Fan loses wife, daughters in Indonesia soccer crush

STORY: This was one of the last moments he saw them alive.

A wife and two daughters smiling at a soccer game in Indonesia just moments before they were killed in the crush of a stampede.

One of the world's worst stadium disasters.

Now, Andi Hariyanto says he will never watch a match again.

"In my dream, everything is still normal, and what happened feels like a lie, it’s the same thing during an afternoon nap. But whenever I wake up, I realize they are no longer here."

Watching their local team was a special outing for Andi’s family, including his two-year-old son.

But as they sat up in the stands to support, the overcrowded stadium descended into chaos.

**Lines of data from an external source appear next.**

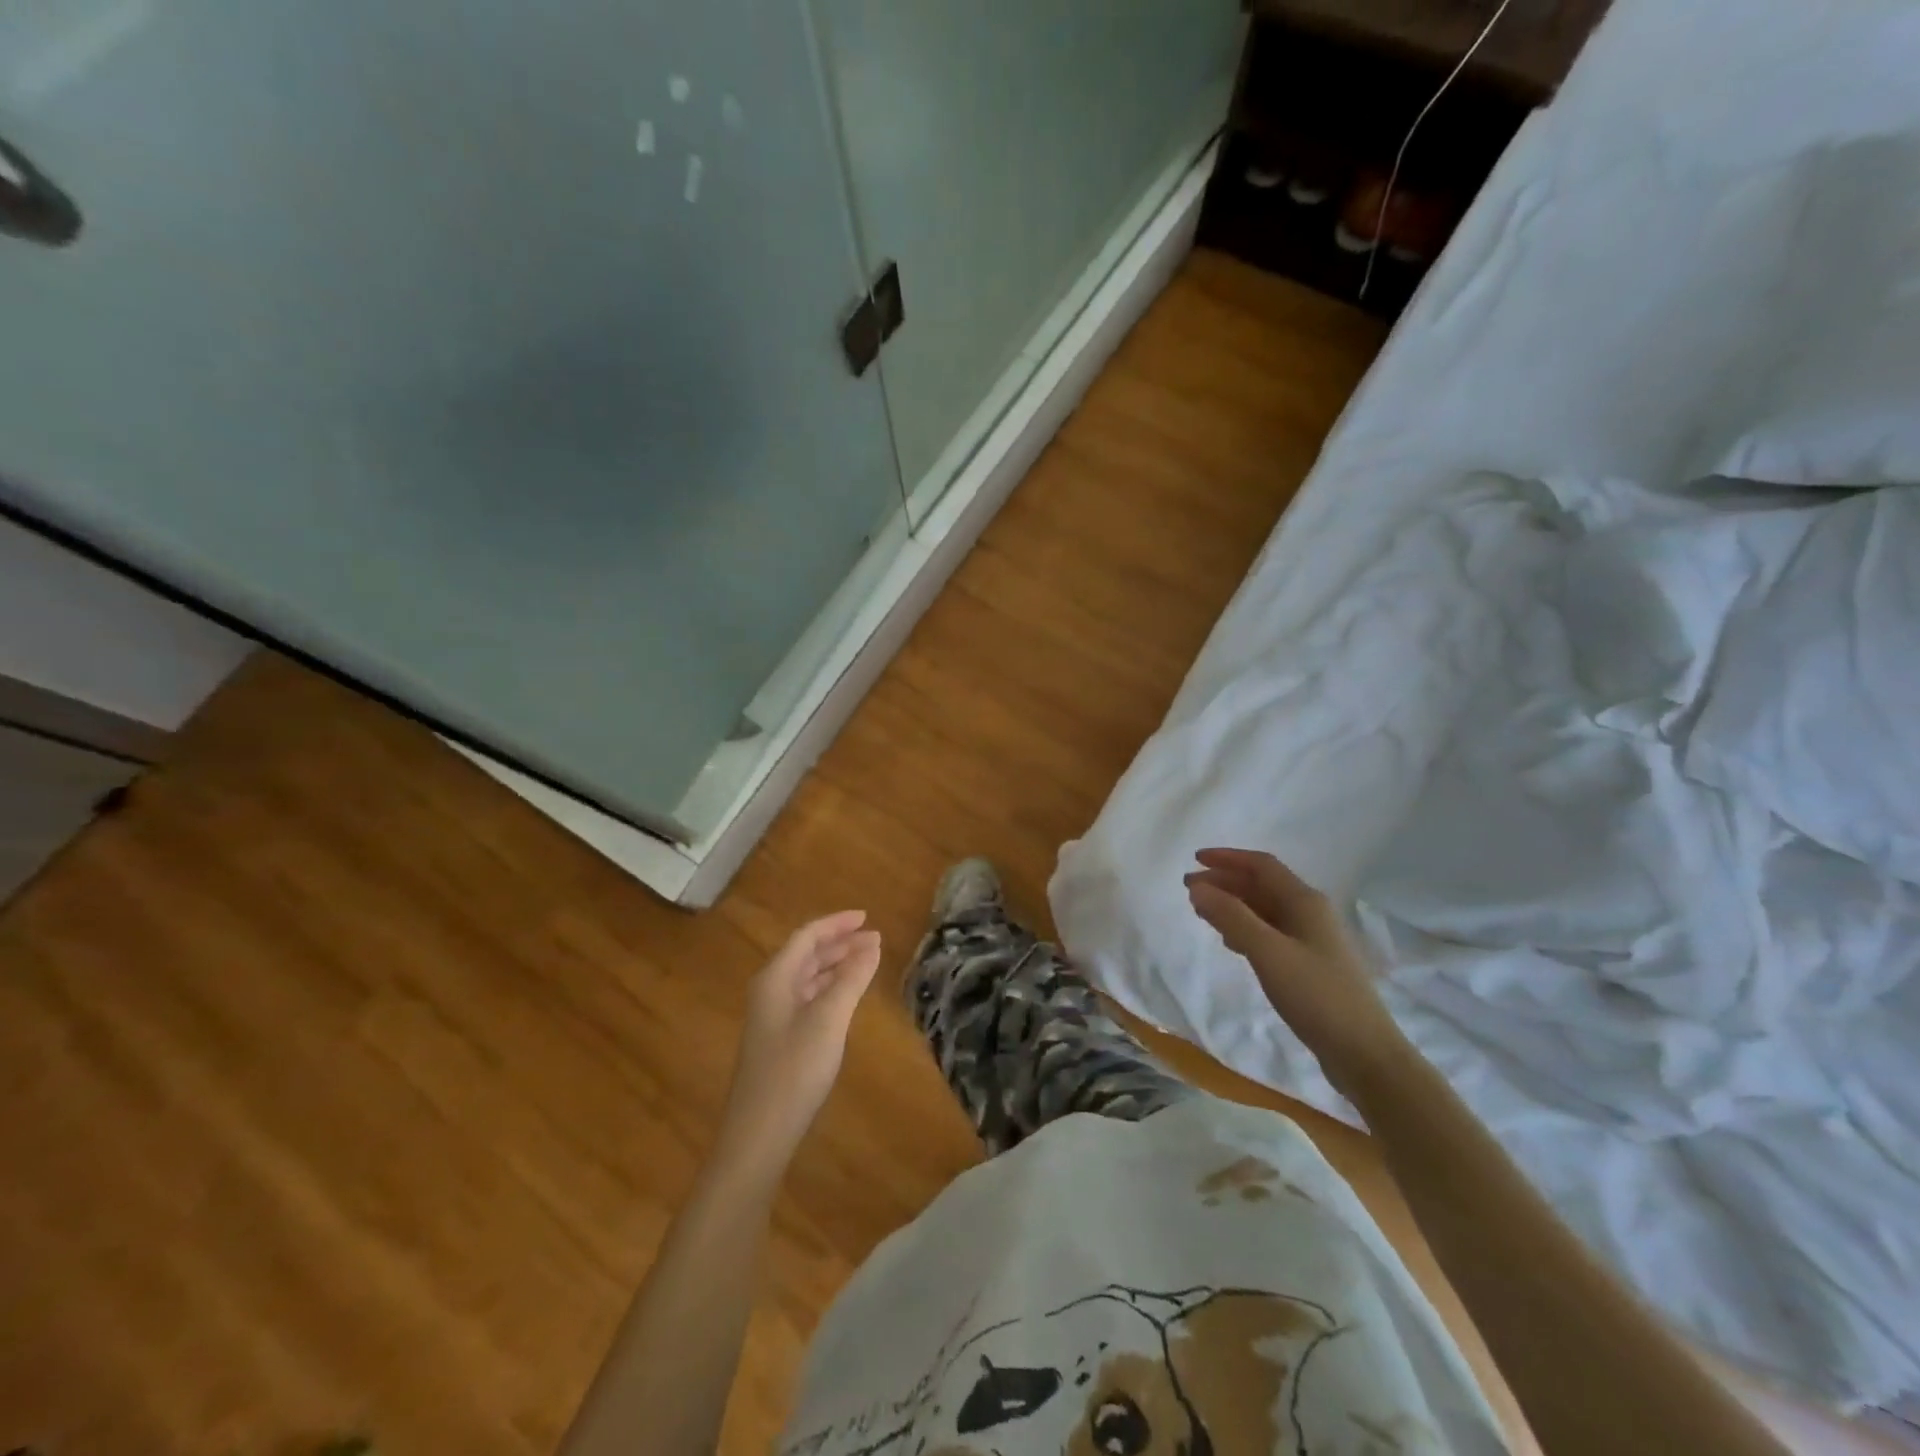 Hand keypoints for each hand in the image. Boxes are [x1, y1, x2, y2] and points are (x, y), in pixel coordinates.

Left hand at [715, 912, 882, 1174]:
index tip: (867, 918)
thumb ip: (851, 979)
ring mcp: (773, 1016)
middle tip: (875, 940)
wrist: (759, 1134)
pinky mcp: (779, 1039)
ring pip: (807, 977)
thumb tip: (872, 944)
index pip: (807, 936)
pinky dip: (830, 988)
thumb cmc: (794, 1070)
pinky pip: (807, 998)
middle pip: (806, 954)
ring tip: (867, 961)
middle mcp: (770, 990)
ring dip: (836, 965)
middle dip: (840, 943)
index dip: (837, 924)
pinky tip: (847, 996)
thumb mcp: (829, 1019)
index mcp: (775, 978)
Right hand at [1185, 848, 1408, 1095]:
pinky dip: (1245, 928)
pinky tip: (1231, 942)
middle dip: (1225, 882)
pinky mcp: (1310, 965)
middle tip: (1190, 889)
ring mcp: (1312, 940)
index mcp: (1304, 902)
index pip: (1261, 866)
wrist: (1364, 1052)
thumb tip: (1198, 887)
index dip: (1227, 858)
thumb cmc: (1316, 995)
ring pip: (1265, 910)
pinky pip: (1271, 933)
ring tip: (1203, 912)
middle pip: (1262, 885)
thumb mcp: (1268, 952)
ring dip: (1233, 905)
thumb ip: (1231, 917)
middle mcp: (1310, 913)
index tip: (1194, 860)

These became the scenes down below.

Police firing tear gas to disperse agitated fans who had poured on to the pitch at the end of the match.

Though they stayed in the stands, Andi, holding his son in his arms, got separated from his wife and daughters.

Sputtering and stumbling through the tear gas, he managed to get to medics for help.

"I never thought it would end up like this, all of a sudden, there was tear gas fired and I felt so much pain in my eyes. Then my wife asked me to hold our youngest, our son, and I was really sure they were all behind me, so I kept looking for a way out. Then I dropped my son onto the stadium’s fence, I couldn't think of my wife at the time, I had to save my son no matter what."

When the smoke cleared, Andi began to search, turning over victims who had been trampled or suffocated as they tried to flee through exits, some of which turned out to be locked.

Authorities have put the latest death toll at 131.

Thirty-three of the victims were children.

"My wife and daughters were nowhere to be found, I kept asking around, then they told me all the victims had been brought to Kepanjen Hospital and Wava Hospital. But before I went there, I kept searching through all the dead bodies, then I found my daughters Natasya and Naila. I was struggling to find their mother. When I looked around the stadium, I saw all the dead bodies being transported to the hospital on a truck."

Andi says tear gas should never have been fired.

FIFA bans the use of "crowd control gas" at matches and an Indonesian police watchdog has said some officers wrongly used tear gas inside the stadium when there were no orders to do so.

The Indonesian government is handing out 50 million rupiah – roughly $3,200 – in compensation to the families of each of the victims.

"I will never watch soccer again. Now I can only think of my son and I have no time for anything else. Now what is important is how to get food tomorrow. I just want to be a good person, that's all."